Extracted records
+-------+

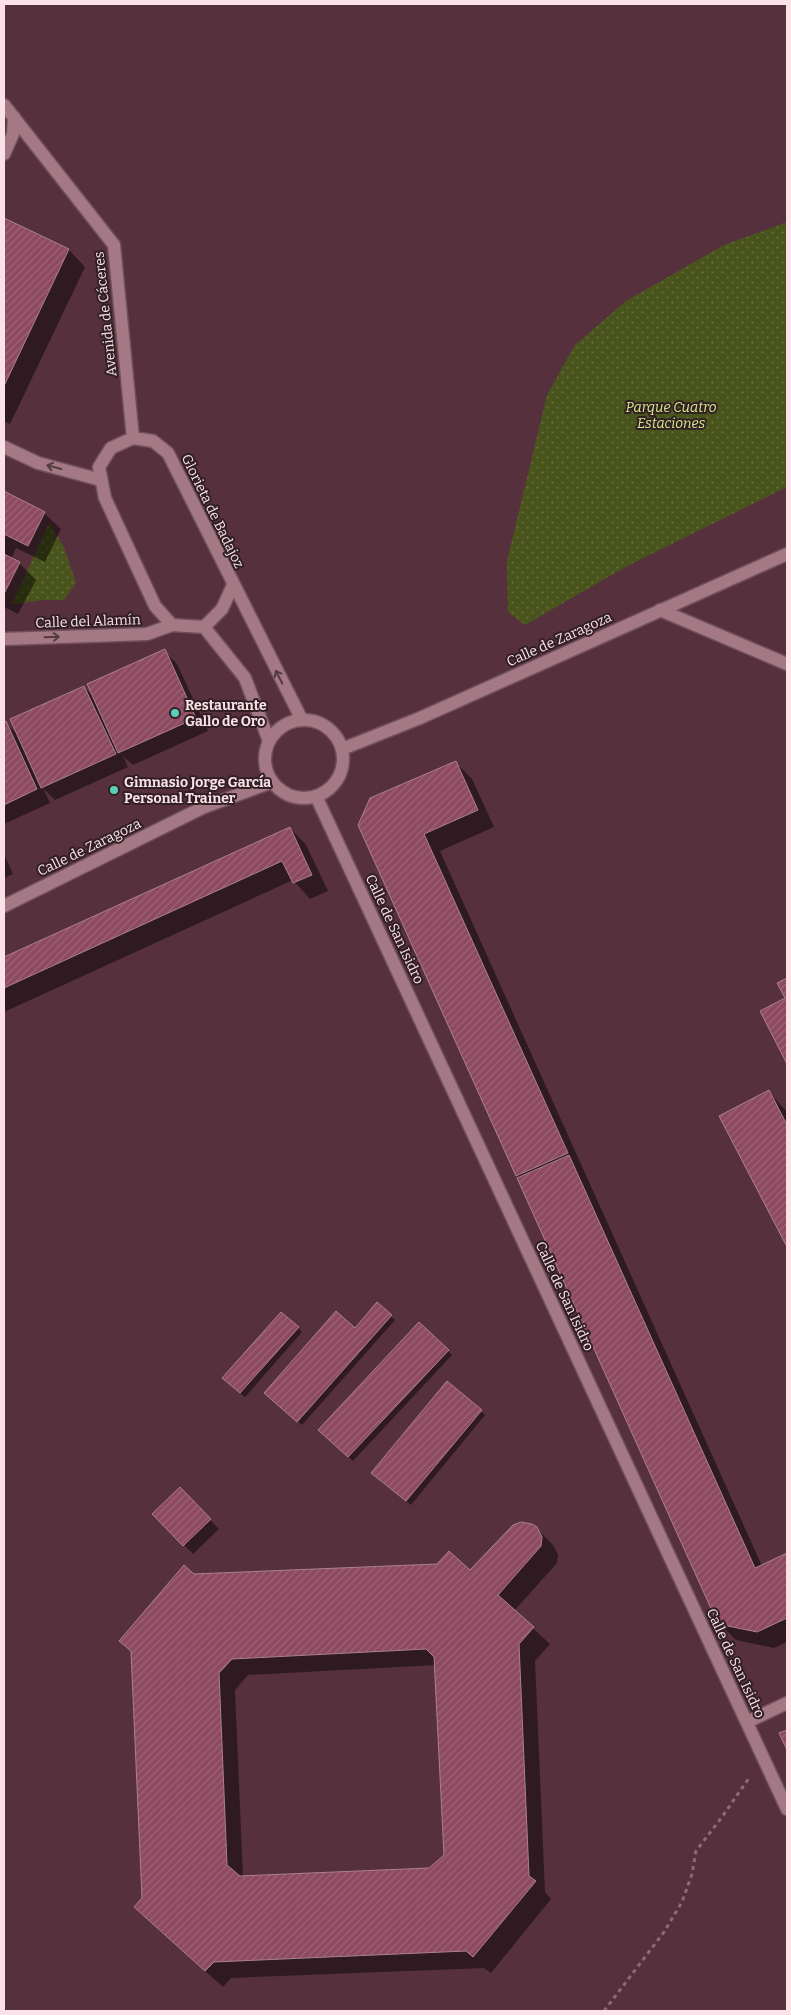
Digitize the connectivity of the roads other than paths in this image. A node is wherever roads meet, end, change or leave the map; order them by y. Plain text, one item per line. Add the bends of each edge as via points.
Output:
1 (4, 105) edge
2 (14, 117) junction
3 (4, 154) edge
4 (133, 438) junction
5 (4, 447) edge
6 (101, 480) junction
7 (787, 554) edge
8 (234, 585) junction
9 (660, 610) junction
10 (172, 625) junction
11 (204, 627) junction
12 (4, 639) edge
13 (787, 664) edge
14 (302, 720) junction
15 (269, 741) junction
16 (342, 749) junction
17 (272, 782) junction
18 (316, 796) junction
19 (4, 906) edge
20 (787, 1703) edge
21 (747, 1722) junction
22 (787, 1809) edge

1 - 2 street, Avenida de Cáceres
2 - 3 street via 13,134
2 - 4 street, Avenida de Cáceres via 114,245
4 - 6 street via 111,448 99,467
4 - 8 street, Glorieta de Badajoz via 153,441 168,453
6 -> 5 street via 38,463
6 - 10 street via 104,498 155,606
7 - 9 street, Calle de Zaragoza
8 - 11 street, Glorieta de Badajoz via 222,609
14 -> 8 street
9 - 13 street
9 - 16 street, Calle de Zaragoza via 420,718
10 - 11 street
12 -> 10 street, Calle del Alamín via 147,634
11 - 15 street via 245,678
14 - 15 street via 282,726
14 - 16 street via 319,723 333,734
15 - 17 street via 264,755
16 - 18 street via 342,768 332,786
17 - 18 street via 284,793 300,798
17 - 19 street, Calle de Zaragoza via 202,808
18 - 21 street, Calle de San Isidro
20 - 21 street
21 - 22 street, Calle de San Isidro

+-------+

[Task instructions]: Output all the data, exactly, without images.

[Answer section]:
Digitize the connectivity of the roads other than paths in this image. A node is wherever roads meet, end, change or leave the map; order them by y. Plain text, one item per line. Add the bends of each edge as via points.
Output:
1 (4, 105) edge
2 (14, 117) junction
3 (4, 154) edge
4 (133, 438) junction
5 (4, 447) edge
6 (101, 480) junction
7 (787, 554) edge
8 (234, 585) junction
9 (660, 610) junction
10 (172, 625) junction
11 (204, 627) junction
12 (4, 639) edge
13 (787, 664) edge
14 (302, 720) junction
15 (269, 741) junction
16 (342, 749) junction
17 (272, 782) junction
18 (316, 796) junction
19 (4, 906) edge
20 (787, 1703) edge
21 (747, 1722) junction
22 (787, 1809) edge

1 - 2 street, Avenida de Cáceres
2 - 3 street via 13,134
2 - 4 street, Avenida de Cáceres via 114,245
4 - 6 street via 111,448 99,467
4 - 8 street, Glorieta de Badajoz via 153,441 168,453
6 -> 5 street via 38,463
6 - 10 street via 104,498 155,606
7 - 9 street, Calle de Zaragoza
8 - 11 street, Glorieta de Badajoz via 222,609
14 -> 8 street
9 - 13 street
9 - 16 street, Calle de Zaragoza via 420,718
10 - 11 street
12 -> 10 street, Calle del Alamín via 147,634
11 - 15 street via 245,678
14 - 15 street via 282,726
14 - 16 street via 319,723 333,734
15 - 17 street via 264,755
16 - 18 street via 342,768 332,786
17 - 18 street via 284,793 300,798
17 - 19 street, Calle de Zaragoza via 202,808
18 - 21 street, Calle de San Isidro
20 - 21 street
21 - 22 street, Calle de San Isidro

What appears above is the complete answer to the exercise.